Location
- Mandir Marg New Hyderabad, Delhi, 110001 India 28°37′42″N 77°13′46″E﻿ / ﻿28.6283°N 77.2295°E

Information
- Other name: Thomasites
- Type: Private school
- Motto: Light To Lighten
- Denomination: Church of North India
- Established: 1930; 96 years ago
- Founder: Helen Jerwood
- School board: Central Board of Secondary Education
- Oversight: Diocese of Agra (Church of North India)
- Principal: Anuradha Amos
- Manager: N/A
- Gender: Girls
- Campus type: Urban
- Colors: Green, brown and white
- Website: www.stthomasgirlsschool.com

= St. Thomas' School (New Delhi) =

St Thomas' School, New Delhi (or STS) is a girls private school in New Delhi, India. It is run by the Diocese of Agra (Church of North India) and recognized by the Department of Education, Delhi. It is affiliated to the Central Board of Secondary Education and prepares students for the All India Senior School Certificate Examination.

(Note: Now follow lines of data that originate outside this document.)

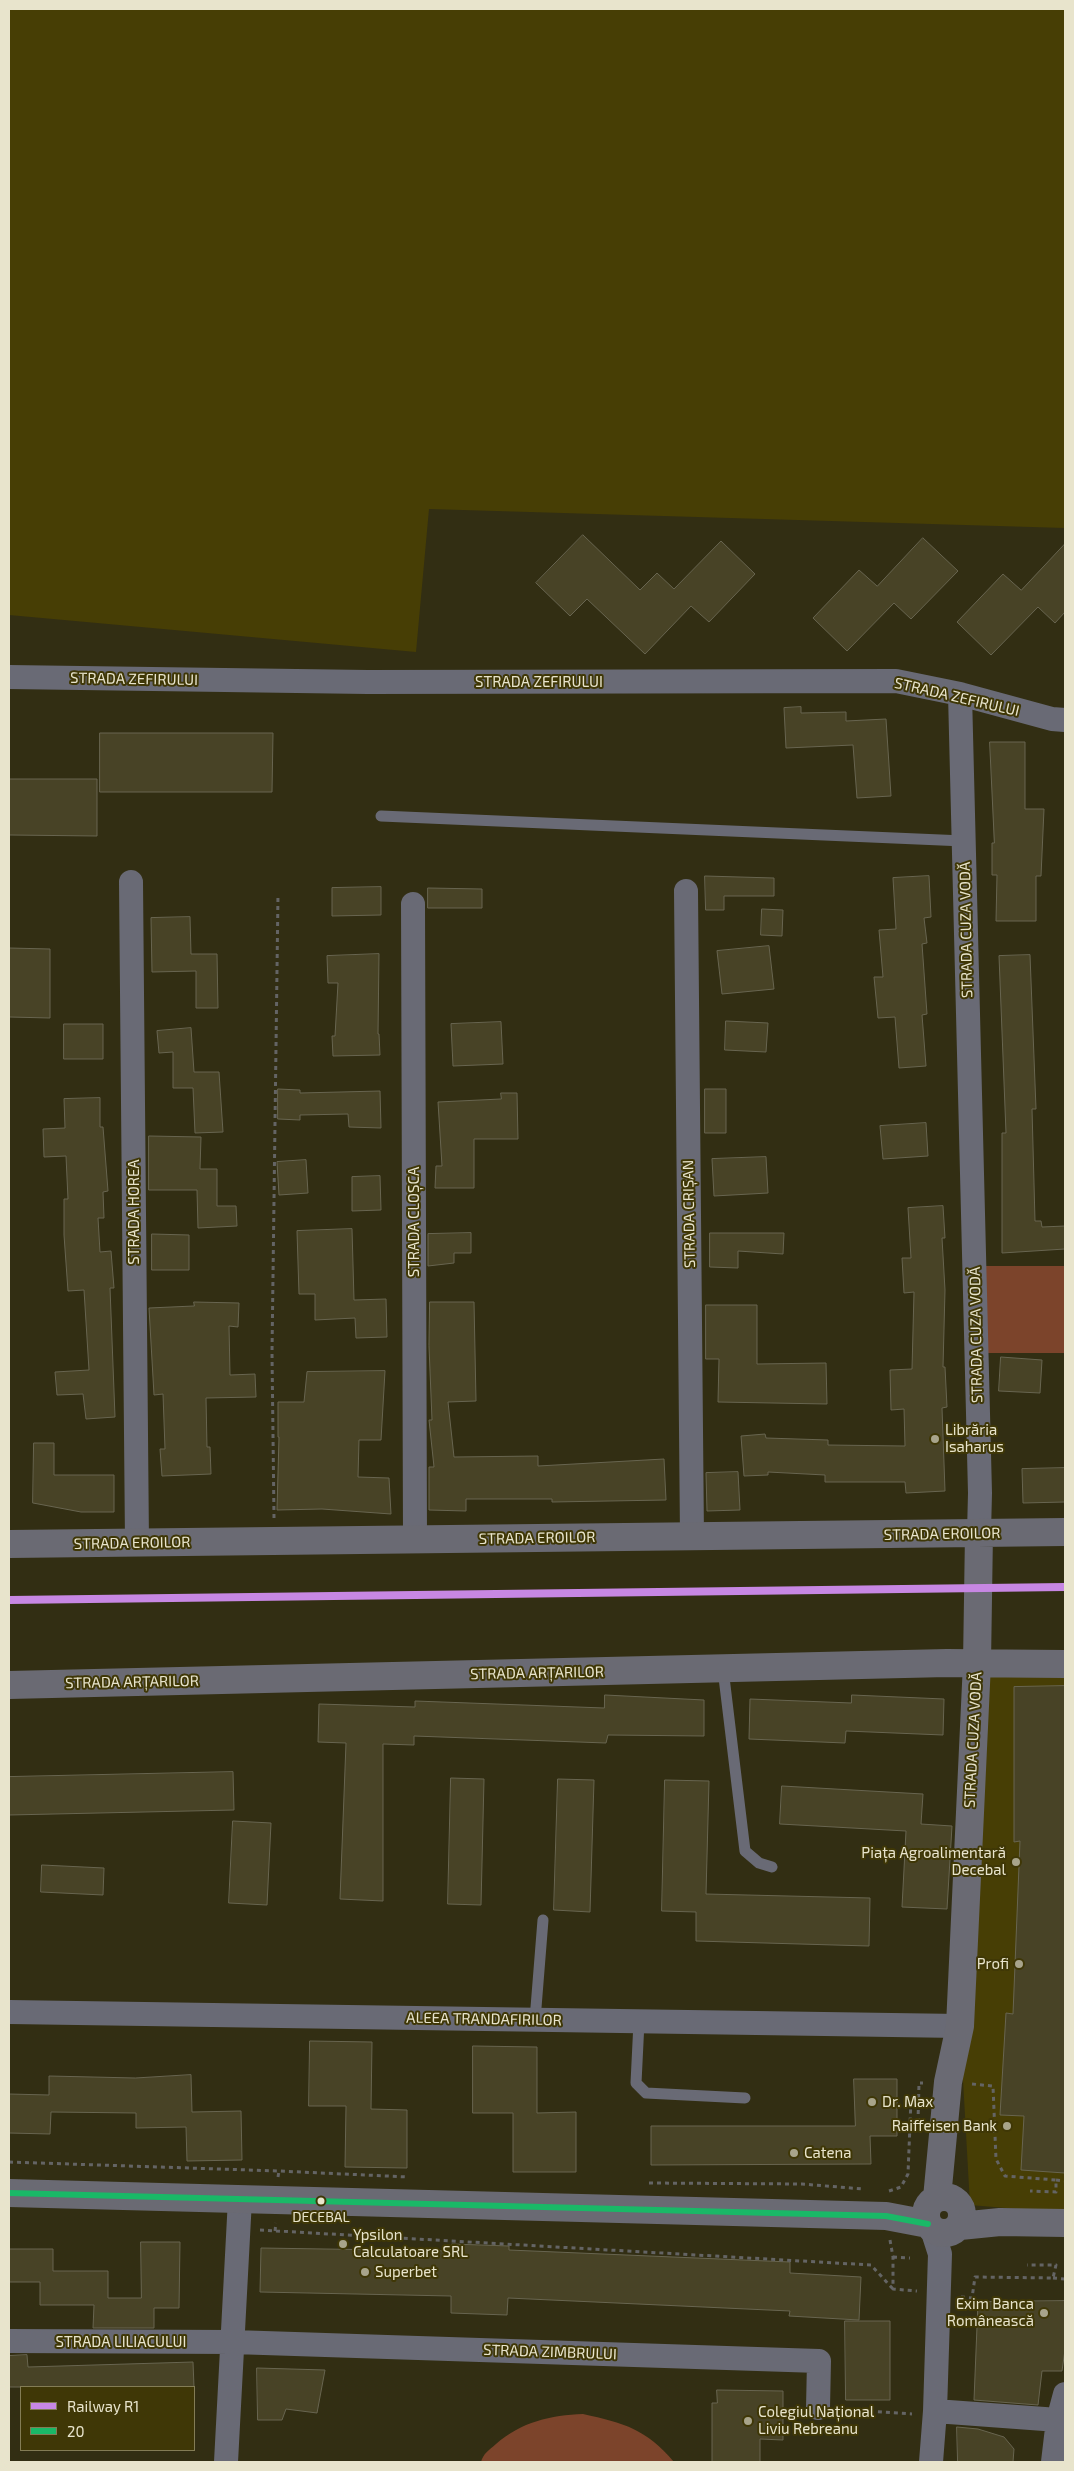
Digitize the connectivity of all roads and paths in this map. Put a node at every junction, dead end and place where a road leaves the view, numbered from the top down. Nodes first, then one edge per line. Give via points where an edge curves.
1 (9, 677) edge
2 (960, 694) junction
3 (1065, 720) edge
4 (382, 816) dead end
5 (964, 841) junction
6 (131, 882) dead end
7 (686, 891) dead end
8 (278, 894) dead end
9 (413, 904) dead end
10 (1065, 1532) edge
11 (979, 1533) junction
12 (692, 1537) junction
13 (415, 1540) junction
14 (274, 1541) junction
15 (137, 1543) junction
16 (9, 1544) edge
17 (977, 1663) junction
18 (1065, 1664) edge
19 (723, 1669) junction
20 (9, 1685) edge
21 (772, 1866) dead end
22 (543, 1920) dead end
23 (9, 2012) edge
24 (534, 2020) junction
25 (639, 2022) junction
26 (959, 2031) junction
27 (960, 2082) junction
28 (745, 2098) dead end
29 (918, 2099) dead end
30 (9, 2162) edge
31 (278, 2171) junction
32 (415, 2177) dead end
33 (1056, 2180) junction
34 (1065, 2181) edge
35 (643, 2183) dead end
36 (869, 2190) dead end
37 (1030, 2191) dead end
38 (9, 2193) edge
39 (240, 2199) junction
40 (277, 2199) junction
41 (882, 2203) junction
42 (943, 2220) junction
43 (1065, 2223) edge
44 (237, 2229) junction
45 (910, 2258) dead end
46 (1027, 2265) dead end
47 (1053, 2278) junction
48 (1065, 2279) edge
49 (892, 2289) junction
50 (938, 2293) junction
51 (9, 2341) edge
52 (233, 2342) junction
53 (1065, 2394) edge
54 (818, 2408) joint
55 (935, 2413) junction
56 (1058, 2420) junction
57 (226, 2462) edge
58 (931, 2462) edge
59 (1053, 2462) edge

1 - 2 street, STRADA ZEFIRULUI via 368,682 896,681
2 - 3 street, STRADA ZEFIRULUI
2 - 5 street, STRADA CUZA VODĂ
4 - 5 lane
5 - 11 street, STRADA CUZA VODĂ
6 - 15 street, STRADA HOREA
7 - 12 street, STRADA CRIȘAN
8 - 14 path via 272,1353
9 - 13 street, STRADA CLOȘCA
10 - 11 street, STRADA EROILOR
11 - 12 street, STRADA EROILOR
11 - 17 street, STRADA CUZA VODĂ
12 - 13 street, STRADA EROILOR
13 - 14 street, STRADA EROILOR
14 - 15 street, STRADA EROILOR
15 - 16 street, STRADA EROILOR
17 - 18 street, STRADA ARȚARILOR
17 - 19 street, STRADA ARȚARILOR
17 - 26 street, STRADA CUZA VODĂ
19 - 20 street, STRADA ARȚARILOR
19 - 21 lane via 745,1851 760,1863
22 - 24 lane
23 - 24 street, ALEEA TRANDAFIRILOR
24 - 25 street, ALEEA TRANDAFIRILOR
25 - 26 street, ALEEA TRANDAFIRILOR
25 - 28 lane via 636,2083 646,2093
26 - 27 street, STRADA CUZA VODĂ
26 - 42 street, STRADA CUZA VODĂ via 948,2082
27 - 33 path via 993,2086 996,2159 1005,2176
27 - 42 street, STRADA CUZA VODĂ
29 - 41 path via 911,2099 908,2174 901,2187 889,2191
30 - 31 path
31 - 32 path
31 - 40 path
33 - 34 path
33 - 37 path via 1056,2192
35 - 36 path via 802,2184
38 - 39 street
39 - 40 street
39 - 44 street
40 - 41 street
41 - 42 street
42 - 43 street
42 - 50 street
44 - 49 path via 871,2266
44 - 52 street
45 - 49 path via 893,2257
46 - 47 path via 1056,2265
47 - 48 path
47 - 50 path via 975,2277 972,2298
49 - 50 path
50 - 55 street
51 - 52 street, STRADA LILIACULUI
52 - 54 street, STRADA ZIMBRULUI via 819,2360
52 - 57 street
53 - 56 street
54 - 55 path
55 - 56 street
55 - 58 street
56 - 59 street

The school has another branch at Goyala Vihar, Near- Sector-19, Dwarka, New Delhi. The St. Thomas’ School, Dwarka is a co-educational school and an extension of this school. It was established in April 2006.

==History==
St. Thomas' School was founded in 1930 by an English missionary, Helen Jerwood, in Delhi at Mandir Marg and Karol Bagh. The aim of Helen Jerwood was to establish an institution for the girl child.

==Campus==
The school is divided into two, the junior school and senior school, the junior school is located in Karol Bagh and the senior school is located in Mandir Marg. The junior school has classes till Grade V and the senior school has classes from Grades VI to XII. Each school has a library managed by a librarian and other staff. The senior school library has 18000 books, 40 periodicals and magazines, and 6 daily newspapers. The senior school has an auditorium, the Helen Jerwood Auditorium named after the founder of the school. Both buildings have a sports playground and a massive garden for students.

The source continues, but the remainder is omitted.